◆ DESCRIPTION OF THE TASK: All of the records need to be retyped exactly, with no line dropped.

------ DATASET CONTENT

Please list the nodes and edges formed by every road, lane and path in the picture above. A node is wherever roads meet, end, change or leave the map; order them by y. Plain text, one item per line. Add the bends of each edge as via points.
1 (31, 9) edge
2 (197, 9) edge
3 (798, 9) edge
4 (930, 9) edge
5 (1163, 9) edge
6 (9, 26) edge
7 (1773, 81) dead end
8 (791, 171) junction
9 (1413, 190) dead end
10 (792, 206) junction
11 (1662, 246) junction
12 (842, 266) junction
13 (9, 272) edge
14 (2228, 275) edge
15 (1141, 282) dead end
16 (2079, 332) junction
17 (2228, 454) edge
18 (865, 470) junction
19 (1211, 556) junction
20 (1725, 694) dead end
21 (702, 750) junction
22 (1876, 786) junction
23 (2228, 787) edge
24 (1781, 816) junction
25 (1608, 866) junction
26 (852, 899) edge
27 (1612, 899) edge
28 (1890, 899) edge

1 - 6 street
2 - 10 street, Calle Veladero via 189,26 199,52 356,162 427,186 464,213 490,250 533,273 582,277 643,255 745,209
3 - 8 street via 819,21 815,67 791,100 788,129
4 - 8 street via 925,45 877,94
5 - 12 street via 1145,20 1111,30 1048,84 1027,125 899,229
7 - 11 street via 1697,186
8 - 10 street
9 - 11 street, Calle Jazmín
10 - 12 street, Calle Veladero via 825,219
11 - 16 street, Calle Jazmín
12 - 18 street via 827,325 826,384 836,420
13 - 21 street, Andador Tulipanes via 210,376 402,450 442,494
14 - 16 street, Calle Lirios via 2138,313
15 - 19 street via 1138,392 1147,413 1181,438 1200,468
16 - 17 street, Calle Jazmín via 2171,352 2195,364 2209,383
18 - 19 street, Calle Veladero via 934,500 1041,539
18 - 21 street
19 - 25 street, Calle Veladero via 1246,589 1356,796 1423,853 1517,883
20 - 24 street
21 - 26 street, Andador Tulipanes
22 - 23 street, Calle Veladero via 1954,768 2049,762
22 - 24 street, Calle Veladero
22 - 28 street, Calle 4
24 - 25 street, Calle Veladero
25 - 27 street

------------

◆ RESULT BELOW:
Please list the nodes and edges formed by every road, lane and path in the picture above. A node is wherever roads meet, end, change or leave the map; order them by y. Plain text, one item per line. Add the bends of each edge as via points.
1 (31, 9) edge
2 (197, 9) edge
3 (798, 9) edge
4 (930, 9) edge
5 (1163, 9) edge
6 (9, 26) edge
7 (1773, 81) dead end
8 (791, 171) junction
9 (1413, 190) dead end
10 (792, 206) junction
11 (1662, 246) junction
12 (842, 266) junction
13 (9, 272) edge
14 (2228, 275) edge
15 (1141, 282) dead end
16 (2079, 332) junction
17 (2228, 454) edge
18 (865, 470) junction
19 (1211, 556) junction
20 (1725, 694) dead end
21 (702, 750) junction
22 (1876, 786) junction
23 (2228, 787) edge
24 (1781, 816) junction
25 (1608, 866) junction
26 (852, 899) edge
27 (1612, 899) edge
28 (1890, 899) edge

1 - 6 street
2 - 10 street, Calle Veladero via 189,26 199,52 356,162 427,186 464,213 490,250 533,273 582,277 643,255 745,209
3 - 8 street via 819,21 815,67 791,100 788,129
4 - 8 street via 925,45 877,94
5 - 12 street via 1145,20 1111,30 1048,84 1027,125 899,229
7 - 11 street via 1697,186
8 - 10 street
9 - 11 street, Calle Jazmín
10 - 12 street, Calle Veladero via 825,219
11 - 16 street, Calle Jazmín
12 - 18 street via 827,325 826,384 836,420
13 - 21 street, Andador Tulipanes via 210,376 402,450 442,494
14 - 16 street, Calle Lirios via 2138,313
15 - 19 street via 1138,392 1147,413 1181,438 1200,468
16 - 17 street, Calle Jazmín via 2171,352 2195,364 2209,383
18 - 19 street, Calle Veladero via 934,500 1041,539
18 - 21 street
19 - 25 street, Calle Veladero via 1246,589 1356,796 1423,853 1517,883
20 - 24 street
21 - 26 street, Andador Tulipanes
22 - 23 street, Calle Veladero via 1954,768 2049,762
22 - 24 street, Calle Veladero
22 - 28 street, Calle 4
24 - 25 street, Calle Veladero
25 - 27 street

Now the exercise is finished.